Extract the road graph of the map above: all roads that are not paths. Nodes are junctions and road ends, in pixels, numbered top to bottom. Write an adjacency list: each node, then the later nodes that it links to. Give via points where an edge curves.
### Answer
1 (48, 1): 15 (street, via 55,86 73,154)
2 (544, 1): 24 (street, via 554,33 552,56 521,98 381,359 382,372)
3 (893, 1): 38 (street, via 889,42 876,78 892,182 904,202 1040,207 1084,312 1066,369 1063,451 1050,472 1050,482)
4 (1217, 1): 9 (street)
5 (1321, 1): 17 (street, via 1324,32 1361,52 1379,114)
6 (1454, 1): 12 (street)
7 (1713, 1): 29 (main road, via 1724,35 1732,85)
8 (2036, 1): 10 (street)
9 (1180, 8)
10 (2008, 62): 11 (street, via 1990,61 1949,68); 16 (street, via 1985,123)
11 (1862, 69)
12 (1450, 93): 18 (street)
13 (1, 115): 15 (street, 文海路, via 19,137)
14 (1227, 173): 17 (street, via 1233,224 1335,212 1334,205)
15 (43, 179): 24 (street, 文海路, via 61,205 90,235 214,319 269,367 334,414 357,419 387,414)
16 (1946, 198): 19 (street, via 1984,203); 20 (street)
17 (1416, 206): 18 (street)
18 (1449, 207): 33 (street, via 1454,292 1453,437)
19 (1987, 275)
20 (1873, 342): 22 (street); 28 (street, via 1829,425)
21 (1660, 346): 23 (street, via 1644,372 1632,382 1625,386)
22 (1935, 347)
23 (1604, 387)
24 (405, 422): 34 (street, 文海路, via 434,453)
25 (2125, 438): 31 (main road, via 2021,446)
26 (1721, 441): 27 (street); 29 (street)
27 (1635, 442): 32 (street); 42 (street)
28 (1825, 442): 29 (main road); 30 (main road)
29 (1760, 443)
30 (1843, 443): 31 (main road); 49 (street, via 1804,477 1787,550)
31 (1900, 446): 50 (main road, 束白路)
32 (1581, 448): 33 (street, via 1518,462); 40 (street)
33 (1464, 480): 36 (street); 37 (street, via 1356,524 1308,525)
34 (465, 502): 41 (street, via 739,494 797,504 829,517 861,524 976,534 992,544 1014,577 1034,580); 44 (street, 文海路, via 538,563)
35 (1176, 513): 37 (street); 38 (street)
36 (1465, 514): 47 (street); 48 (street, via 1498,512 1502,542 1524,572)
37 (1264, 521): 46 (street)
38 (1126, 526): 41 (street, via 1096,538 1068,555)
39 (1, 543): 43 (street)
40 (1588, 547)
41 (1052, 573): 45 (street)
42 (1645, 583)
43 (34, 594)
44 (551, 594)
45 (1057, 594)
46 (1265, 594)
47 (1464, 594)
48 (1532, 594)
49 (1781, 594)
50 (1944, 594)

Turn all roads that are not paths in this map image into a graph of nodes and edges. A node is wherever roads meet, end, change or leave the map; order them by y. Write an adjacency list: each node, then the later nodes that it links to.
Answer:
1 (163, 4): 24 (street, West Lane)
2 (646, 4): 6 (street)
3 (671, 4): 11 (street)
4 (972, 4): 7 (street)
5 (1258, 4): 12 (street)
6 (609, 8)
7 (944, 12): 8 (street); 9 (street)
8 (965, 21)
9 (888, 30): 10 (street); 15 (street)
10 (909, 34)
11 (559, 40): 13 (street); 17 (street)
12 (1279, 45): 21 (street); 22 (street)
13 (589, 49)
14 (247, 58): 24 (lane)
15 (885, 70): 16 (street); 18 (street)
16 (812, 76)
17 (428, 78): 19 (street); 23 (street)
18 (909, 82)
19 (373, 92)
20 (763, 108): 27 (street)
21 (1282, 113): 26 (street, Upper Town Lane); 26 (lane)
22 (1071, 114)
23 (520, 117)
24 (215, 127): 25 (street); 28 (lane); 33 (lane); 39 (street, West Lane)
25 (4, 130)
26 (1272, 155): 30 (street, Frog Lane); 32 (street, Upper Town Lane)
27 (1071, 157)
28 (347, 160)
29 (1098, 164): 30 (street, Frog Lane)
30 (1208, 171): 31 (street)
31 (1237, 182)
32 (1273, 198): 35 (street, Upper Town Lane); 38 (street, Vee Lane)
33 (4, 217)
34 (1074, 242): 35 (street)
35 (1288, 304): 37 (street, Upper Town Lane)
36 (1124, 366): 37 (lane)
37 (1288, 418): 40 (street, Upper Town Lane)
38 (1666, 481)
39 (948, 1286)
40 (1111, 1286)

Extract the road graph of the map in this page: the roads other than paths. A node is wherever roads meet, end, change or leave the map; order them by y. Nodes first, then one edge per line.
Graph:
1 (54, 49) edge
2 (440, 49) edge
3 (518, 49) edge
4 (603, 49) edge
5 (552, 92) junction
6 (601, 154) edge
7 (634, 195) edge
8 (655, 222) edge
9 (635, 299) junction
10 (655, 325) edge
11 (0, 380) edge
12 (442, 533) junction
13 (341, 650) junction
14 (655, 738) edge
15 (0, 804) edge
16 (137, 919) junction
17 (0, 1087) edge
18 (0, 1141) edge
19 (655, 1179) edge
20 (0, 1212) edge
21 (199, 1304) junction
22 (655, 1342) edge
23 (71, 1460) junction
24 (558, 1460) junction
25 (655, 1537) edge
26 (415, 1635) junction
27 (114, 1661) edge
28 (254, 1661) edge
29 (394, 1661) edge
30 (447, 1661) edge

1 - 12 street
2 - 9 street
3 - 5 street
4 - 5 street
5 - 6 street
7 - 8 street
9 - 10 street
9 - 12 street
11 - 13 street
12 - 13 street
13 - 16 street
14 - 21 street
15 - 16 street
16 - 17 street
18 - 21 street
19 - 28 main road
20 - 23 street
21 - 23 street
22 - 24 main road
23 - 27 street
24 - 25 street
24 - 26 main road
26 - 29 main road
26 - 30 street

*TASK DIRECTIONS*:
Show every line of the listing that includes the word "this".

*YOUR RESPONSE*:
Turn all roads that are not paths in this map image into a graph of nodes and edges. A node is wherever roads meet, end, change or leave the map; order them by y. Write an adjacency list: each node, then the later nodes that it links to.
Extract the road graph of the map in this page: the roads other than paths. A node is wherever roads meet, end, change or leave the map; order them by y. Nodes first, then one edge per line.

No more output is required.